On parle encore un peu, on finit la partie de 421. Que je perds, bien entendu.
Quand la lumière commence à baisser, on range tout. Je lui attrape la main alors qu’elle ferme son sac, je la tire vers moi.
- Selon l’heure à laquelle on rentre, on peut passer par la plage. Histoire que tu n’aies pas pris ton maillot pour rien.
- Pourquoi pas. On verra. On peut aussi commander à manger, se poser gentiment devant un film et ne rien faire.
- Ou je peux te faire enfin un plat décent pendant que tu choisis un film, je suggère.
Je vois ses yeux s’illuminer et je contre avant même qu’elle ne le propose :
- Mais pitié, pas Roméo et Juliette.
- Hum…, bougonne-t-elle avant de rire. Tu sais que tu n’y couperas pas ? Un jour ou l’autre, tu devras céder.
Est-ce qu’il y a vraiment quelque chose que je lui refuserais ? Sur lequel je ne cèderai pas de mon plein gré ? Je ne crois pas. Mais autant le lui laisser croire. Ça me laisse du répit avant de voir ce truc.
- Peut-être, mais pas ce soir, je conclus.
On reprend le sentier en sens inverse. Elle fait une dernière photo des ruines avec la lumière déclinante. On plaisante encore en repassant sous les arbres nains et les chemins tordus de l’aller. Et on arrive enfin à la voiture.
La chaleur est infernale à l’intérieur.
- Tu veux que je conduise ? Pour le coup, je sais où on va cette fois ! plaisante-t-elle.
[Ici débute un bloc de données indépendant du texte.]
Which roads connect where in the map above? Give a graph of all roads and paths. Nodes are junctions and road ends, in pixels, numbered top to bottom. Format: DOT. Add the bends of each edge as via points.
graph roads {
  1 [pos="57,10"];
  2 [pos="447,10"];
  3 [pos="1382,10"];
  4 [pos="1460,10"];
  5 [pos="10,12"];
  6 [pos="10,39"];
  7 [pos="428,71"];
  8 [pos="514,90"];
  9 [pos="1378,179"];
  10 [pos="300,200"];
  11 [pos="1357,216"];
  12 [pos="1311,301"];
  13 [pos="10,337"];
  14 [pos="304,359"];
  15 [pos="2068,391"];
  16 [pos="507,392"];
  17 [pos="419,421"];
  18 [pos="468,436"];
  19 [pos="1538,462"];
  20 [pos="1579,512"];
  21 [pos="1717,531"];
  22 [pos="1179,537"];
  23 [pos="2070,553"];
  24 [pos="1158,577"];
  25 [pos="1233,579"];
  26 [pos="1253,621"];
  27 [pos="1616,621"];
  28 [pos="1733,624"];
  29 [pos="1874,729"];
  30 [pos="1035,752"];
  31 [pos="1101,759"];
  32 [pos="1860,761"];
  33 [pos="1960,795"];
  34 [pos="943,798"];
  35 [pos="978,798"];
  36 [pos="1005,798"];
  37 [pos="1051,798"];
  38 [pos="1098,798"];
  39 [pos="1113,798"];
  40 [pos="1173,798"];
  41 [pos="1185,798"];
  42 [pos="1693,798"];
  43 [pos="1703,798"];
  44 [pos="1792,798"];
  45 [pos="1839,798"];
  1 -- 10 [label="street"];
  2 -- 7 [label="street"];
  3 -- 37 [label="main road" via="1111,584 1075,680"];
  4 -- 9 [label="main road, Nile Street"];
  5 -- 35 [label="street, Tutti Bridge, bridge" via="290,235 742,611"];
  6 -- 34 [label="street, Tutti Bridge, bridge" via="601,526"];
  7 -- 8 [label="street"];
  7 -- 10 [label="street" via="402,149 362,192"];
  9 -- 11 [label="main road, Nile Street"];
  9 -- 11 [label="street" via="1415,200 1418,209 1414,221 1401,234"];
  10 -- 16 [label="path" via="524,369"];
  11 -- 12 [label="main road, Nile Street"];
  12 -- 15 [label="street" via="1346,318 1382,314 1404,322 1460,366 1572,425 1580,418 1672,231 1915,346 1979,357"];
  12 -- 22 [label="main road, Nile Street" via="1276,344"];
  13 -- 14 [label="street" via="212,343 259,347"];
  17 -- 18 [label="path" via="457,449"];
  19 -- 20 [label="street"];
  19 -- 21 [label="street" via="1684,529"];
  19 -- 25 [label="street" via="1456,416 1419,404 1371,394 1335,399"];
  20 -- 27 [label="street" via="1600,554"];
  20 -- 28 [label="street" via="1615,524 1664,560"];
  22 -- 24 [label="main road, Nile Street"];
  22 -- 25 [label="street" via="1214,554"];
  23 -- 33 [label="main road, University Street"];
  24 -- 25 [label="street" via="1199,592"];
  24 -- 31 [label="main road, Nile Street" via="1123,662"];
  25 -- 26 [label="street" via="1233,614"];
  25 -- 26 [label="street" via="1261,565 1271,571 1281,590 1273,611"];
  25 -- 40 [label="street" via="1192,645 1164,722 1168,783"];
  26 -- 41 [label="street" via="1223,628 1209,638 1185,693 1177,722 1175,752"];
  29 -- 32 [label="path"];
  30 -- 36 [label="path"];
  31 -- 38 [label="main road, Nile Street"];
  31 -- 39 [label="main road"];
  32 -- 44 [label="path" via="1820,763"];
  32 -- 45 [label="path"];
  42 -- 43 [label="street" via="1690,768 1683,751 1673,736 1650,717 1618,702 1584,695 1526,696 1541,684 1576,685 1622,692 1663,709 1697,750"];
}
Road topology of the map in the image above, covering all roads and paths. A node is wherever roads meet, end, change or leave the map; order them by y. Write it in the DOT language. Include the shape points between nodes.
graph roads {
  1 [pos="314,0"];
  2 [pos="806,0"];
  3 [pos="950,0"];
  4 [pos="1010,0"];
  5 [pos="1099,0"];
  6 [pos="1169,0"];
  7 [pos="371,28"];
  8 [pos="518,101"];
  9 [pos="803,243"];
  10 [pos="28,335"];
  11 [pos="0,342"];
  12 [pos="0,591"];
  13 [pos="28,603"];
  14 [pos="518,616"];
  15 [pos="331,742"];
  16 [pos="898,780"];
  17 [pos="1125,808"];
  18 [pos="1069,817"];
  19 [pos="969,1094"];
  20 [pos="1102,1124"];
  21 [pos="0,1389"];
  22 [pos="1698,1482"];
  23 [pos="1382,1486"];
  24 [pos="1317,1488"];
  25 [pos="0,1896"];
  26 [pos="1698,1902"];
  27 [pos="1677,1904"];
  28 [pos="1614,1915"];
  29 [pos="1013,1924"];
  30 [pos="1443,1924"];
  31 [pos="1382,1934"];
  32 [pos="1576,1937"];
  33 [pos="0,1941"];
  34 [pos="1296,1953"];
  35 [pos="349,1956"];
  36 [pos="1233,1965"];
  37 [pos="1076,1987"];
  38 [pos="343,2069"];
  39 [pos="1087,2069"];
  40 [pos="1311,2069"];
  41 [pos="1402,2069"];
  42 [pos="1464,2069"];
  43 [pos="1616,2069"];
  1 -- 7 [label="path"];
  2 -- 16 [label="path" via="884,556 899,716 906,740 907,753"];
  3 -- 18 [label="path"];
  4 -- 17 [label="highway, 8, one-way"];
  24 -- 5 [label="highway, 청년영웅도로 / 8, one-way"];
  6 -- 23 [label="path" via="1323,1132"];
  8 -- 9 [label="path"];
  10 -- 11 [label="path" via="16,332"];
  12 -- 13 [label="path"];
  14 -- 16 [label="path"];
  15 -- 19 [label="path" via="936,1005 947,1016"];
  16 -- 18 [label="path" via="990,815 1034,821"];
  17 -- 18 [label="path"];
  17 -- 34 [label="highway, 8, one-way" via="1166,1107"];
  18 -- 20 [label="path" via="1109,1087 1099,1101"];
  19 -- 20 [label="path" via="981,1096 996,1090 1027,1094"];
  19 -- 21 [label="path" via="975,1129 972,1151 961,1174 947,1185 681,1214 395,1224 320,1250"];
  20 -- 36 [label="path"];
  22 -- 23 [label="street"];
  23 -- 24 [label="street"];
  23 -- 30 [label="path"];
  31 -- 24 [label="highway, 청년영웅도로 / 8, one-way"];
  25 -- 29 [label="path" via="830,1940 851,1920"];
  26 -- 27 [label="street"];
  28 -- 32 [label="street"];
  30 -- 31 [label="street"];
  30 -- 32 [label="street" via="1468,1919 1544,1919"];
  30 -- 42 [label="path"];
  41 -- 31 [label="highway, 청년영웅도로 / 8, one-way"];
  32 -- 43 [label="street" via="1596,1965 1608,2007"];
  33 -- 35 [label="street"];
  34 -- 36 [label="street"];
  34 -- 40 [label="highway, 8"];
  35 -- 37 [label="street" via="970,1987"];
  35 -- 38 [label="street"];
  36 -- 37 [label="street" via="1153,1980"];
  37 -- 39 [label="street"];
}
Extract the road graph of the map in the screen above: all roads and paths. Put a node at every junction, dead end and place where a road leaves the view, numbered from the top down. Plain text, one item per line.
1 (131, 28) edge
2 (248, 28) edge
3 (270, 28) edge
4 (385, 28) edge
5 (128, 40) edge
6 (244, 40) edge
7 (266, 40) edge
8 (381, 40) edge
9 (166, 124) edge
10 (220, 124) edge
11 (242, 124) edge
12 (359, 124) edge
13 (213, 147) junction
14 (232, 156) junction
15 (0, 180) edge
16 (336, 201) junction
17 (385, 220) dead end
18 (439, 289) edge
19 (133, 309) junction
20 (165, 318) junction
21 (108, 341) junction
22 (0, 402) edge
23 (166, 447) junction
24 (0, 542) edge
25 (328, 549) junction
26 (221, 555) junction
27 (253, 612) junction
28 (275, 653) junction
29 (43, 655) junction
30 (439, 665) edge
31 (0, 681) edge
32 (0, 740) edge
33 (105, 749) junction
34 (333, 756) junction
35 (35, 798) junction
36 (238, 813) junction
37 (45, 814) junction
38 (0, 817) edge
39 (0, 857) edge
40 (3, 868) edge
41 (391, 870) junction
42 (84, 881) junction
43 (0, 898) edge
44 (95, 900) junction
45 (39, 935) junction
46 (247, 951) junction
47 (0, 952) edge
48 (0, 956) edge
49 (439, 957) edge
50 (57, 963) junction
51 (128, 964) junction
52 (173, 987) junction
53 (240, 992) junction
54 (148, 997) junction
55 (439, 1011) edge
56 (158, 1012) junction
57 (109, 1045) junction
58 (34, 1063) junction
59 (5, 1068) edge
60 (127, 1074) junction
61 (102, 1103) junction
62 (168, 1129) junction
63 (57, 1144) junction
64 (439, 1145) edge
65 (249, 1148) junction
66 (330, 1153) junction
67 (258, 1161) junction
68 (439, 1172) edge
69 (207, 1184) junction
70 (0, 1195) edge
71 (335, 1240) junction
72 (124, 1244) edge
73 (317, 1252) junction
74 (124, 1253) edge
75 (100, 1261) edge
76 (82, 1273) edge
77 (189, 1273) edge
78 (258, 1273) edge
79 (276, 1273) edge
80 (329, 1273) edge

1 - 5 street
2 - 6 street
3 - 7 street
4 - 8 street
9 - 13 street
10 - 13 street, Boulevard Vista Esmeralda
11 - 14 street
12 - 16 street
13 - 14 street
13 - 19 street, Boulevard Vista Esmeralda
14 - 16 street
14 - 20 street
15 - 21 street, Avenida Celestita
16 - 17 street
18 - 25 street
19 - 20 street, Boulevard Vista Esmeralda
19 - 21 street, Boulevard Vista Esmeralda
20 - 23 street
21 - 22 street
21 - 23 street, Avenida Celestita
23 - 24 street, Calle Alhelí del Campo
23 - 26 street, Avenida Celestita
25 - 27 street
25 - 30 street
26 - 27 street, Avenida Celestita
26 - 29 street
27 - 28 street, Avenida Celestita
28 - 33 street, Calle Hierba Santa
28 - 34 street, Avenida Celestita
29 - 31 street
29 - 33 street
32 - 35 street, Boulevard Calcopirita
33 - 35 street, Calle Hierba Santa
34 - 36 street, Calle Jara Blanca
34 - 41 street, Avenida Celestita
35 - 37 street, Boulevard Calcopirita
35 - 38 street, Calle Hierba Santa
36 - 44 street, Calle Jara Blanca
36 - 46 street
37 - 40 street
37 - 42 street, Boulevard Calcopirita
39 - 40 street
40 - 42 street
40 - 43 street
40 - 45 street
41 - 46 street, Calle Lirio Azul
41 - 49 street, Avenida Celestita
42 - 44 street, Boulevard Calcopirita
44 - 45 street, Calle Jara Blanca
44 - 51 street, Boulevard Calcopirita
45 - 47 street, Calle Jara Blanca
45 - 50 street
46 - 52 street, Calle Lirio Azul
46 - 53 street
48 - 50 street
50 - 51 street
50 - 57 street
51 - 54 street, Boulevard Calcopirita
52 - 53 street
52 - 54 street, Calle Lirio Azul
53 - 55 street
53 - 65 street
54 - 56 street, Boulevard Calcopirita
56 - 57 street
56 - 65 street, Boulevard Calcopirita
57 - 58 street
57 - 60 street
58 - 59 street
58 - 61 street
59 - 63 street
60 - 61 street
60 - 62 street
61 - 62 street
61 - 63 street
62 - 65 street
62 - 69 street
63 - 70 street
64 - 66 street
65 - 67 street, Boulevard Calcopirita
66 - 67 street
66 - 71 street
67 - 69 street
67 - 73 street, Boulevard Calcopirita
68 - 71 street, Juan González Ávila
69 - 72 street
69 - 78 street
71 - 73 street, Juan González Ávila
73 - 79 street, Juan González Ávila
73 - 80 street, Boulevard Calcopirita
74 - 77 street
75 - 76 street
- Sur le principe, je dirais bien “oui”. Mais niveau assurance, il vaut mieux pas. Je suis sur les conducteurs occasionnels. Pas toi. Mais merci.
Je l’embrasse furtivement sur le front et nous montons. Elle lance la radio et nous roulons sans un mot. Trop fatigué par la journée. Trop en phase pour briser notre silence par des mots superflus.